One company that caught my eye both before and during VMworld is a startup called Ravello Systems. This company launched out of the gate with a great pedigree and is manned by individuals who were responsible for building Qumranet, the company behind the KVM hypervisor. Ravello first unmasked itself in 2012, then later announced a $26 million funding round in February of this year. During that time, the company had been promoting its concept of a "cloud hypervisor" among select customers as part of an ongoing beta program. But that beta period has come and gone, and the company recently announced its product is now ready for prime time and general consumption.
[ Also on InfoWorld: Cloud storage provider Nirvanix is closing its doors | CloudPhysics monitoring tool offers big data analytics to VMware environments | Track the latest trends in virtualization in InfoWorld's Virtualization Report newsletter ]
Ravello has created a Cloud Application Hypervisor that is built with a new high-performance nested hypervisor technology called HVX. With this technology, the company is taking the concept of virtualization in a new direction. Unlike VMware's technology which was originally designed for on-premise static servers, Ravello is instead focusing its early efforts on testing enterprise applications in dynamic cloud environments.
The company's stated goal has been to deliver an end-to-end system that makes development and test of existing on-premise applications "ridiculously easy." Its mantra has been the same: Always test on replicas of production and never run out of capacity.
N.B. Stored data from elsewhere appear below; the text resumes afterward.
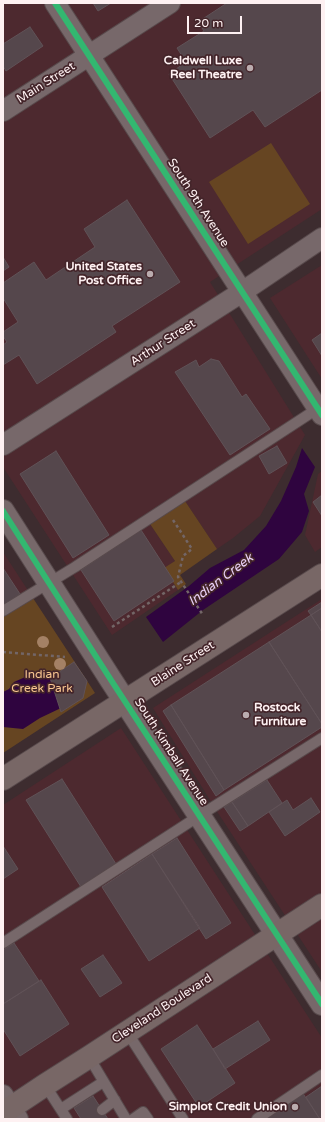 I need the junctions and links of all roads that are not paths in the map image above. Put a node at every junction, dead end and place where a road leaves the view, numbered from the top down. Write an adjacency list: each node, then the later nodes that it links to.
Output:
1 (55, 3): 3 (street, South 9th Avenue)
2 (170, 3): 3 (street, Main Street)
3 (89, 56): 4 (street, Main Street); 6 (street, South 9th Avenue)
4 (3, 111)
5 (322, 238): 6 (street, Arthur Street)
6 (242, 292): 7 (street, South 9th Avenue); 8 (street, Arthur Street)
7 (321, 410): 11 (lane)
8 (3, 445)
9 (3, 512): 11 (street, South Kimball Avenue)
10 (322, 575): 13 (main road, Blaine Street)
11 (49, 583): 12 (lane); 13 (street, South Kimball Avenue)
12 (3, 611)
13 (125, 701): 15 (main road, Blaine Street); 16 (street, South Kimball Avenue)
14 (322, 738): 16 (lane)
15 (3, 780)
16 (199, 816): 18 (street, South Kimball Avenue); 19 (lane)
17 (322, 905): 18 (main road, Cleveland Boulevard)
18 (276, 934): 20 (street, South Kimball Avenue); 21 (main road, Cleveland Boulevard)
19 (3, 944)
20 (322, 1004)
21 (127, 1032): 22 (main road, Cleveland Boulevard); 34 (lane)
22 (89, 1057): 24 (lane); 25 (main road, Cleveland Boulevard)
23 (322, 1075): 35 (lane)
24 (104, 1082): 26 (lane); 28 (lane)
25 (45, 1085): 27 (main road, Cleveland Boulevard); 28 (lane)
26 (115, 1100): 29 (lane); 31 (lane)
27 (9, 1109)
28 (61, 1109): 30 (lane)
29 (102, 1110)
30 (68, 1119)
31 (126, 1119)
32 (133, 1119): 33 (lane)
33 (148, 1119)
34 (183, 1119)
35 (257, 1119)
To make this possible, Ravello has abstracted away the differences in compute, networking, and storage across different clouds. It believes the auto-selection of clouds, the single account, and the single billing feature are an inherent part of making the user experience seamless.
How does it do this?
The company's cloud application hypervisor encapsulates multi-VM applications along with its entire environment, including the VMs, networking, storage, and more, so that enterprises can run any application in any cloud without making any changes.
Remember, a typical hypervisor like VMware or KVM is designed to run on a physical server, but HVX is designed to run inside a virtual machine. Ravello analyzes the application and normalizes it so that it's abstracted from the virtual machine it's running on. By abstracting the application from the underlying VM that it's running on, the application becomes more portable. At the end of the day, the application no longer knows or cares whether it's running on VMware vSphere or on open source KVM.
"Our unique technology allows us to spin up exact replicas of complex existing VMware or KVM workloads, completely unmodified in any leading public cloud, Navin Thadani, senior VP of products at Ravello Systems, told InfoWorld. "We've established some great partnerships with public cloud providers, including AWS, HP Cloud, and Rackspace. By utilizing these cloud providers, we're ultimately solving the capacity issue and are able to allow enterprise developers to do continuous testing without resource contention."
Ravello solves a critical limitation for developers, so they can always develop and test on replicas of production and never run out of capacity.